Posted by publius2point0 on 2010/01/06

While I have, I hope, made a convincing argument of the pointlessness of attempting to reduce CO2 emissions, I now intend to present the reasons for doing just that, nevertheless.

I think many people have not actually seen the measures actually proposed to try and deal with climate change/reduce CO2 emissions. During the last presidential election, I went through and took note of all of the candidates’, on the left side, suggestions. These are they:

1) Move to alternate energy sources both on the national infrastructure and portable motor front. Develop oil-independence.
2) New coal energy plants need to capture CO2 emissions.
3) Design buildings that are more energy efficient, retrofit older buildings as possible.
4) Increase the energy efficiency requirements of new electronics. (E.g. try to phase out incandescent lights.)
5) Update the national power grid to be more efficient.
6) Work with developing nations to get them on the newest, cleanest technologies as they come up.

You might note that “planting trees” and “going without washing your clothes for three weeks” aren’t in there at all. This isn’t to say that I think all of them are particularly grand ideas, but I think people tend to believe that nebulous, “let’s all live in caves and become vegetarians”, sorts of ideas are the sort of things being proposed by the global warming crowd. And certainly there may be some loonies who are into that sort of thing. But any real solution has to take into account the fact that Americans simply aren’t going to give up the comforts of their life that they are used to, and our level of energy use is going to continue to grow.

Oil Dependency
A general idea of economics is that trade is good. Trade builds bonds (which are good for preserving peace) and it lets the various parties specialize in whatever it is that their home economy is most suited to, getting everyone the best product, and overall it increases everyone’s wealth. I will cover this basic idea in more depth in a future post.

The problem is that not all nations should be given more money. If a country which does not have a free market and which is lead by a dictator is given money, that money doesn’t go into commerce, research, or the general good. Instead it is either embezzled and wasted or used to purchase weapons and training that makes this country a viable threat. There’s no substantive difference between Middle Eastern and African nations except that the African nations don’t have enough money or clout to be a danger to anyone but themselves.

Ultimately, pumping money into unstable areas is something that should be avoided if at all possible.

But so then the question is whether this is possible?

Hybrid and electric vehicles seem to be nearing competitiveness to fuel cars. A few technological leaps seem to make it likely that battery powered cars will soon (within the decade?) lose their current demerits of charge time and weight at which point they become the clear winner of alternative options.

It appears that we spend, on average, about $1 million per soldier per year to keep them active in hostile territory. With about 160,000 soldiers in Iraq and Afghanistan, we’re spending about $160 billion to subdue people armed with weapons bought with money made by selling us fuel. Our total spending (local, state, and federal) on transportation is about $250 billion per year. The US is spending $58 billion to bailout General Motors.

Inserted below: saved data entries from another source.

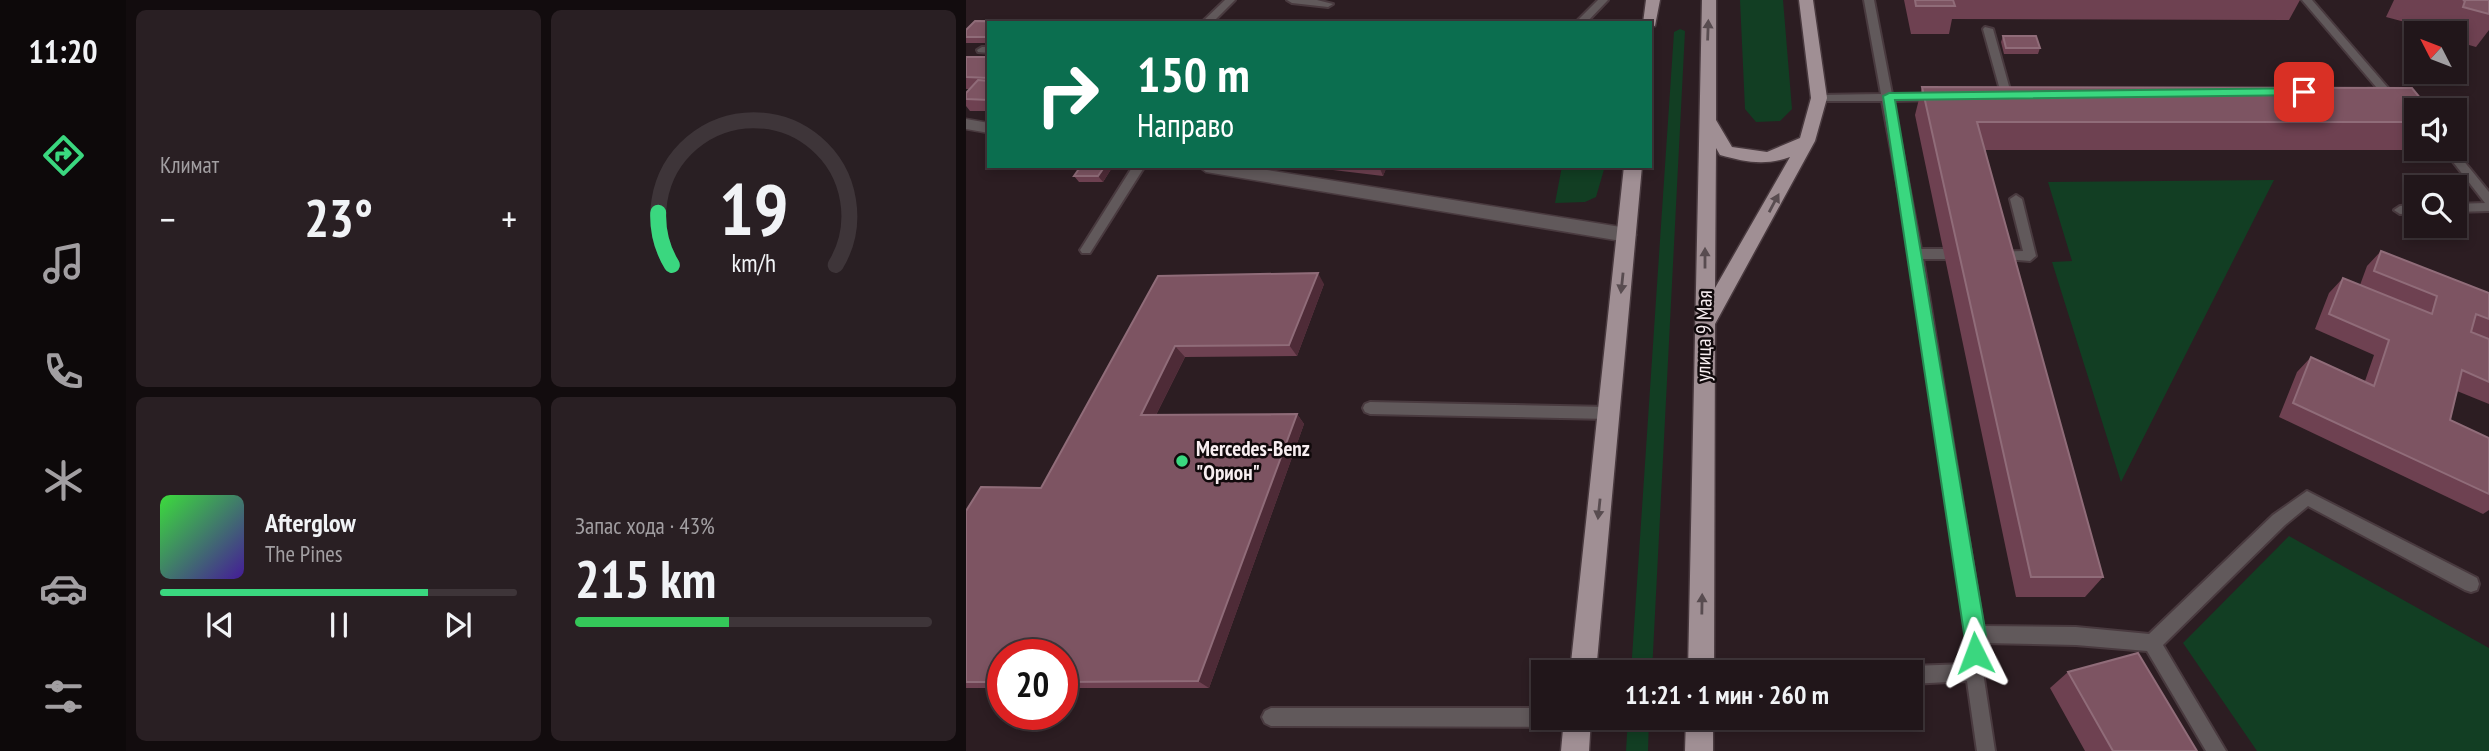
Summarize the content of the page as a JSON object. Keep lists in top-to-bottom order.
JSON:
{
  "streets": {
    "main road": ["улица 9 Мая"]
  },
  "places": ["Mercedes-Benz \"Орион\""],
  "north": "top left",
  "page": {
    "tabs": "11:20",
    "tile": [
      "Климат",
      ["Запас хода · 43%", "215 km"]
    ],
    "turn": ["150 m", "Направо"],
    "heat": ["−", "23°", "+"],
    "song": ["Afterglow", "The Pines"],
    "limit": "20",
    "trip": "11:21 · 1 мин · 260 m",
    "gauge": ["19", "km/h"]
  }
}
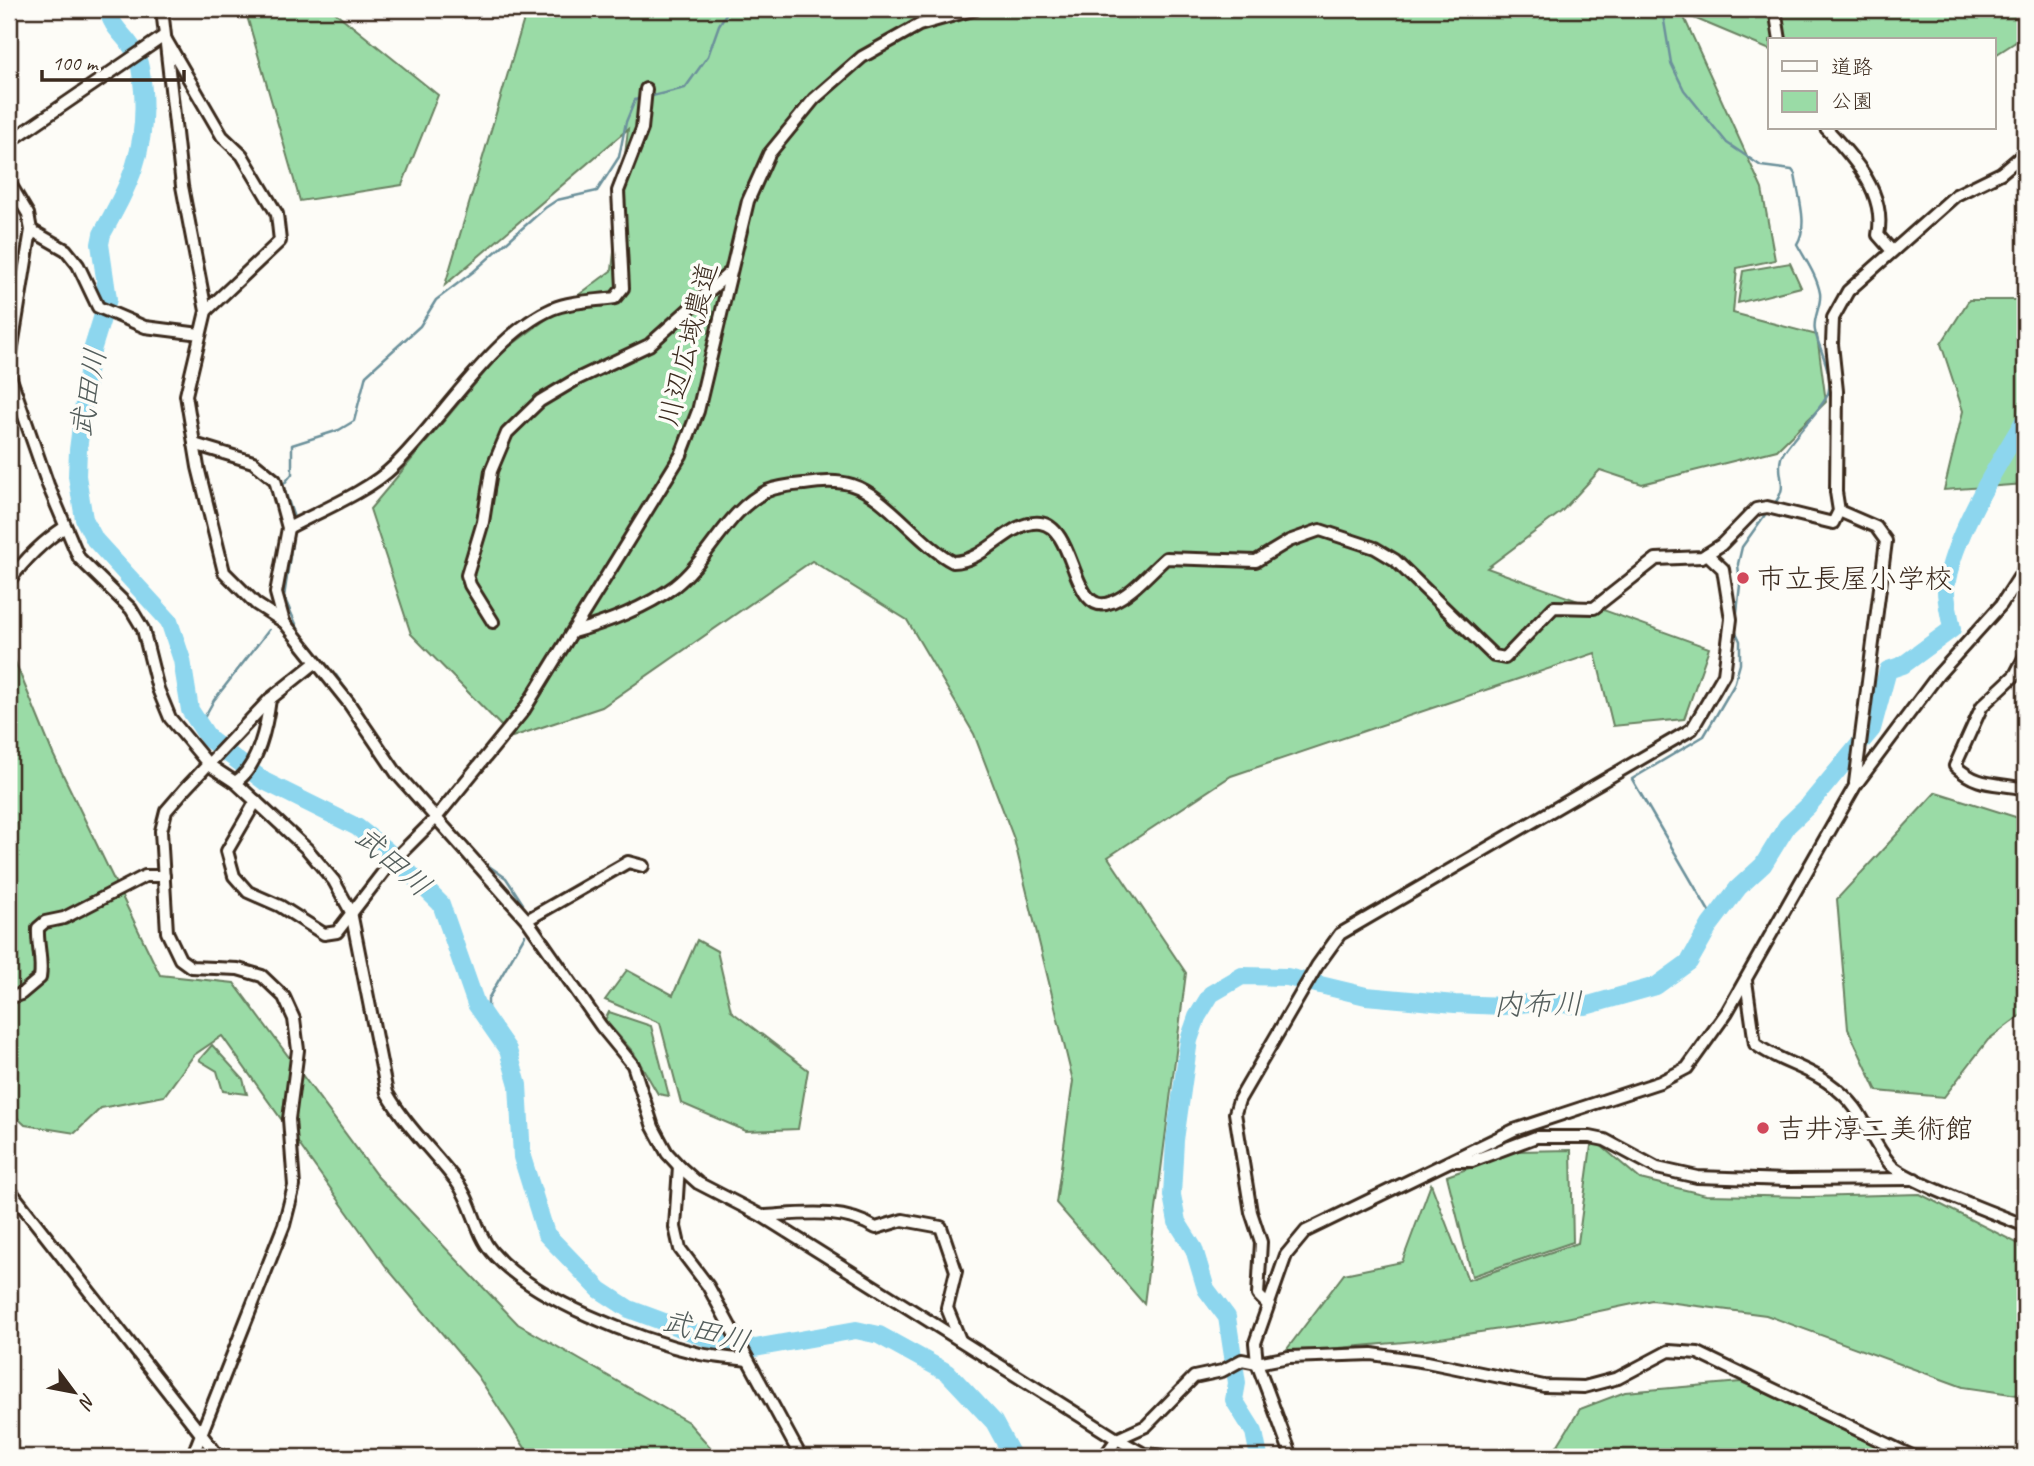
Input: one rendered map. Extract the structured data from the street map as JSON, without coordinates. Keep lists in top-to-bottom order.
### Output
{
  "streets": {
    "street": ["川辺広域農道"]
  },
  "water": ["武田川", "内布川"],
  "places": ["市立長屋小学校", "吉井淳二美術館"],
  "legend": ["道路", "公園"],
  "scale_bar": "100 m",
  "north": "bottom right"
}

Now if you say that that $58 billion is dependent on their leading the way towards new technologies, hybrid or otherwise, then we’re still left with $102 billion to spend on hydrogen pumps, battery R&D or whatever else. A 40% increase in our transportation spending can almost certainly achieve something fairly impressive.

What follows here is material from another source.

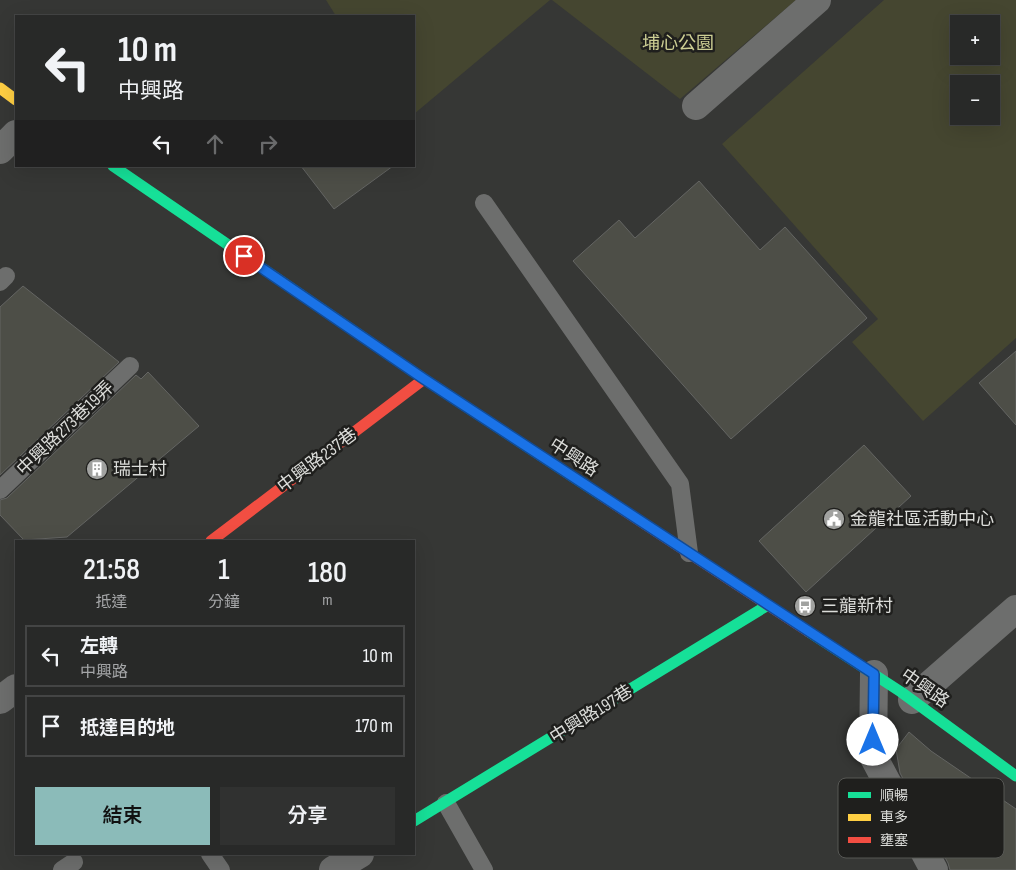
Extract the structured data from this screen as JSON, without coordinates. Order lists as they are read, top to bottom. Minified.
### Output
{"streets":{"street":["中興路","中興路237巷","中興路197巷"],"lane":["中興路273巷19弄"]},"crossings":[["中興路","中興路237巷"],["中興路","中興路197巷"]],"parks":["埔心公園"],"places":{"building":["瑞士村"],"public building":["金龍社區活動中心"],"bus stop":["三龍新村"]},"legend":["順暢","車多","壅塞"],"page":{"map_buttons":["+","−"],"turn":["10 m","中興路"],"eta":["21:58","抵達","1","分鐘","180","m"],"list":[{"name":"左轉","note":"中興路","value":"10 m"},{"name":"抵達目的地","value":"170 m"}],"buttons":["結束","分享"]}}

If I litter, I am penalized for it. Yes, it may be more hassle to find a trash can and properly throw away whatever bit of trash it is that I am holding.

Simply put, if you have no issue with the illegalization of littering, there isn’t much argument to be made that companies and people, where it is technologically feasible, shouldn’t muck up their surroundings. This doesn’t have anything to do with saving the polar bears or anything else. It’s possible to behave in a manner that doesn’t have any side effects (or at least less so), and so we should do that.

And you can say that trying to rein in CO2 emissions will drive everything to China, but we’re talking about cars and power plants. I can’t offshore my commute to work, and I doubt anyone has any immediate plans to pump the US supply of electricity under the Pacific ocean.

You might also say that this will raise the price of energy in the US and hence take away from money that could have been spent on things of more importance. This is true, but one point that I didn’t bring up before is that while current climate change is not really a true worry for the world, at some point it will be. Frankly, there’s no knowing at what point some sort of feedback mechanism might suddenly cause our entire climate to go haywire. Until that point you might say that you can’t really see anything unsightly so arguing that it’s litter makes no sense, but at some point it will be. One or two cigarette butts on the sidewalk doesn’t make the city look disgusting, but once every other footstep is coming down on crud, you’ve got a problem. Again, this is the Law of Toos.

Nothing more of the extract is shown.